Can we get impact measurement *right*? Does there exist One Equation To Rule Them All?

I think there’s a decent chance there *isn’t* a simple airtight way to implement AUP which lines up with AUP, mostly because it’s just incredibly difficult in general to perfectly specify the reward function.

Reasons why it might be feasible: we’re trying to get the agent to do the goal without it becoming more able to do the goal, which is conceptually simple and natural; since we’ve been able to handle previous problems with AUP with clever design choice modifications, it’s plausible we can do the same for all future problems; since there are a lot of ways to measure power due to instrumental convergence, that increases the chance at least one of them will work; intuitively, this sounds like the kind of thing which could work (if you told me “you can build superintelligent agents which don’t try to seek power by penalizing them for becoming more able to achieve their own goal”, I wouldn’t exactly die of shock).

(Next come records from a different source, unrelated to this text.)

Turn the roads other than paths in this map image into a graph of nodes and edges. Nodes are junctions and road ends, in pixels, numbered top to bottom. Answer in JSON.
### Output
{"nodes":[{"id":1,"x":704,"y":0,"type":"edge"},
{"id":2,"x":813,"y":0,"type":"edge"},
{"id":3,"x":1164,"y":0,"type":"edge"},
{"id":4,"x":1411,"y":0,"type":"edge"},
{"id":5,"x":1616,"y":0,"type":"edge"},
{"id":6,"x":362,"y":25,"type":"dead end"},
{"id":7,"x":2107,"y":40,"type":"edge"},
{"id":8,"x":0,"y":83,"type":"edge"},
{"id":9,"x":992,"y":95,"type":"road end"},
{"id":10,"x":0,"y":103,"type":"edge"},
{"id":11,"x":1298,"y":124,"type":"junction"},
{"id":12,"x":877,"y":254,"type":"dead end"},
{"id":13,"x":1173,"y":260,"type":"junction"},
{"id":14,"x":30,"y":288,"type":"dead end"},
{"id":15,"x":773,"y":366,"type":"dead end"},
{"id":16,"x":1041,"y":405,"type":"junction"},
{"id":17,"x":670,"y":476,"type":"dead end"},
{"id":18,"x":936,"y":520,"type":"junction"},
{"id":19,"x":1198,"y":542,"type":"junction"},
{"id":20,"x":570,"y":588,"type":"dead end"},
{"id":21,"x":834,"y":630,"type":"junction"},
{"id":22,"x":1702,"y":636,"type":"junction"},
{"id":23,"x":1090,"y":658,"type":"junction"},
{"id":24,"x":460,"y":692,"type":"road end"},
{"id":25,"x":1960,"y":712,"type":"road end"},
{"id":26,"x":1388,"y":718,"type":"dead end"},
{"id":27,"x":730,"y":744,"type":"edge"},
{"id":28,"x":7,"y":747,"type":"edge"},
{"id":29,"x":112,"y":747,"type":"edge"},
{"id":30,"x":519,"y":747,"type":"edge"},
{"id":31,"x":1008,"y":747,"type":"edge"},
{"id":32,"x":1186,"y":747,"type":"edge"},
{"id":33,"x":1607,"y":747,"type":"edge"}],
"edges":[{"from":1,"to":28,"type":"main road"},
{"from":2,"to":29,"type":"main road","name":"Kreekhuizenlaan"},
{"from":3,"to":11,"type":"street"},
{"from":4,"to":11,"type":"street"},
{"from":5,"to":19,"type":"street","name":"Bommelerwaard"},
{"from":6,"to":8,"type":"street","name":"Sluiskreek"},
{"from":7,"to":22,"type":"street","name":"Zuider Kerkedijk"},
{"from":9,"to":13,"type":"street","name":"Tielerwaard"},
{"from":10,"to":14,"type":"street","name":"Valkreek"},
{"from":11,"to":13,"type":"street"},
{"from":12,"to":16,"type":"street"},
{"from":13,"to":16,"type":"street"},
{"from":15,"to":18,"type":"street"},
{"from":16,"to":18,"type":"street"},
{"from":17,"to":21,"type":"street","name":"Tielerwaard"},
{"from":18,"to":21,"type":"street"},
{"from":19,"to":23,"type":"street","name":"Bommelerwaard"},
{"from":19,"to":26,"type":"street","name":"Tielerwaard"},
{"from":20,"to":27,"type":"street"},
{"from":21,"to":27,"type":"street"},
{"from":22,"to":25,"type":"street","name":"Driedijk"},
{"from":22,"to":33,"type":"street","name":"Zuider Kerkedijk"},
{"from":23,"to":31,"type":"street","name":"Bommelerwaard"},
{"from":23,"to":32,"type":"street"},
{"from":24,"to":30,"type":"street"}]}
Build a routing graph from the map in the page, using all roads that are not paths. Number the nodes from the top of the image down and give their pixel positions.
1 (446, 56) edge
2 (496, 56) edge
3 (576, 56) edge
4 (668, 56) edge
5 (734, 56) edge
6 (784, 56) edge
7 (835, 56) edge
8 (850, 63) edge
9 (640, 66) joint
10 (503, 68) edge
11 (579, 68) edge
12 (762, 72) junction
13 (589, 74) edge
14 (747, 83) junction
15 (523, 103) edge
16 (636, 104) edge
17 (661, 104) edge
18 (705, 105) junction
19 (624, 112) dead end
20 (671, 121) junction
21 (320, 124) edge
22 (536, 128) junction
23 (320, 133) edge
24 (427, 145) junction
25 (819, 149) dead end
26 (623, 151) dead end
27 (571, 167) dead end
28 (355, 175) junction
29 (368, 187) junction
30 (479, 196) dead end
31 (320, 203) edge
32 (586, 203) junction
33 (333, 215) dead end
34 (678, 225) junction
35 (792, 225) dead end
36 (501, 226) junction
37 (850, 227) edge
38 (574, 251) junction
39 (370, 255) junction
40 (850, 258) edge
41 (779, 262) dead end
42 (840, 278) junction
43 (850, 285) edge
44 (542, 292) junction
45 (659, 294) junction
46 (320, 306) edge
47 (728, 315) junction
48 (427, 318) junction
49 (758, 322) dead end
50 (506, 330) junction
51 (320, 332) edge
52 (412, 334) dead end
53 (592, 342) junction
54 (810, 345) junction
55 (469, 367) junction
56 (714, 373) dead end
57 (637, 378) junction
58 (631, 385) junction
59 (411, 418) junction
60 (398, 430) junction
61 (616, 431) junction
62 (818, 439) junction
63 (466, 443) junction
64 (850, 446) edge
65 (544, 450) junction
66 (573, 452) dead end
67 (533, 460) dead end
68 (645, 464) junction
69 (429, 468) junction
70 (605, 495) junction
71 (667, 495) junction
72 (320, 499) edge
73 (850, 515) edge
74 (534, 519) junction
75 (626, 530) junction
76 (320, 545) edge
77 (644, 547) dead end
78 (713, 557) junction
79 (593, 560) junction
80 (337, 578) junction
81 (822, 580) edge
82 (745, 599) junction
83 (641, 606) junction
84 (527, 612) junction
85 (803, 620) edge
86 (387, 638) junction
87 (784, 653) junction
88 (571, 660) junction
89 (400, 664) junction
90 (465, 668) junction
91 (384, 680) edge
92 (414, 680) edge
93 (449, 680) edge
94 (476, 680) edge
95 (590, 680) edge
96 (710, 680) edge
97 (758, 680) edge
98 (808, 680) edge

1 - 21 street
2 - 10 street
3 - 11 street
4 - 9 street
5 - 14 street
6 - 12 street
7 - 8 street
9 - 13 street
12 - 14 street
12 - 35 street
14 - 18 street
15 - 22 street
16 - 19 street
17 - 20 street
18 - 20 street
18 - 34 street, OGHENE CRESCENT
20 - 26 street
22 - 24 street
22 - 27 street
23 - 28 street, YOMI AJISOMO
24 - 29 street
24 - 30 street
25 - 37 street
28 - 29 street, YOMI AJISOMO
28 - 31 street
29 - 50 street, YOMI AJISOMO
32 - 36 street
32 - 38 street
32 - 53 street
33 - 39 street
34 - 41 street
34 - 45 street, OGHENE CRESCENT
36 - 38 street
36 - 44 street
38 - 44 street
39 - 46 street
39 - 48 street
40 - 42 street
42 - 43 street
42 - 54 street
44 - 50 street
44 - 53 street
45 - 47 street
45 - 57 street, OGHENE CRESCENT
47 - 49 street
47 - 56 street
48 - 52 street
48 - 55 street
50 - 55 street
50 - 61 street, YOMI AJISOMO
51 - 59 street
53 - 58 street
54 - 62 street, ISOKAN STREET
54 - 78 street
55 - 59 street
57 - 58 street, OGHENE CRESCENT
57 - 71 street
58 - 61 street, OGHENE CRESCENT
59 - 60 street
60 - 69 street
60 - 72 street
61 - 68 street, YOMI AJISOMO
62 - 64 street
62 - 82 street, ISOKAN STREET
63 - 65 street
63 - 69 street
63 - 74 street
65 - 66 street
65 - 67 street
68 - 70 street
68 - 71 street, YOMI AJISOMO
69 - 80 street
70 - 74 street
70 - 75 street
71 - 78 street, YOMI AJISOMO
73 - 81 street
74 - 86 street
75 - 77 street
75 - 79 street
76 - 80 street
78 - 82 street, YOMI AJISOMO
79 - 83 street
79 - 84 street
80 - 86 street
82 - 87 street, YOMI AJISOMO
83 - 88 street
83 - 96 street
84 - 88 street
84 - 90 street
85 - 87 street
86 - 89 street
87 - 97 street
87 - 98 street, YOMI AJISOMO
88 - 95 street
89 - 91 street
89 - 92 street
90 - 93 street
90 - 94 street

Even so, I am (perhaps surprisingly) not that excited about *actually using* impact measures to restrain advanced AI systems. Let’s review some concerns I provided in *Reasons for Pessimism about Impact of Impact Measures*:

- Competitive and social pressures incentivize people to cut corners on safety measures, especially those which add overhead. Especially so for training time, assuming the designers slowly increase aggressiveness until they get a reasonable policy.
- In a world where we know how to build powerful AI but not how to align it (which is actually probably the scenario in which impact measures do the most work), we play a very unfavorable game while we use low-impact agents to somehow transition to a stable, good future: the first person to set the aggressiveness too high, or to discard the impact measure entirely, ends the game.
- In a
*What Failure Looks Like*-esque scenario, it isn't clear how impact-limiting any single agent helps prevent the world from "gradually drifting off the rails".

You might therefore wonder why I’m working on impact measurement.

# Deconfusion

Within Matthew Barnett’s breakdown of how impact measures could help with alignment, I'm most excited about *impact measure research as deconfusion*. Nate Soares explains:

By deconfusion, I mean something like “making it so that you can think about a given topic without continuously accidentally spouting nonsense.”

To give a concrete example, my thoughts about infinity as a 10-year-old were made of rearranged confusion rather than of anything coherent, as were the thoughts of even the best mathematicians from 1700. “How can 8 plus infinity still be infinity? What happens if we subtract infinity from both sides of the equation?” But my thoughts about infinity as a 20-year-old were not similarly confused, because, by then, I’d been exposed to the more coherent concepts that later mathematicians labored to produce. I wasn’t as smart or as good of a mathematician as Georg Cantor or the best mathematicians from 1700; but deconfusion can be transferred between people; and this transfer can spread the ability to think actually coherent thoughts.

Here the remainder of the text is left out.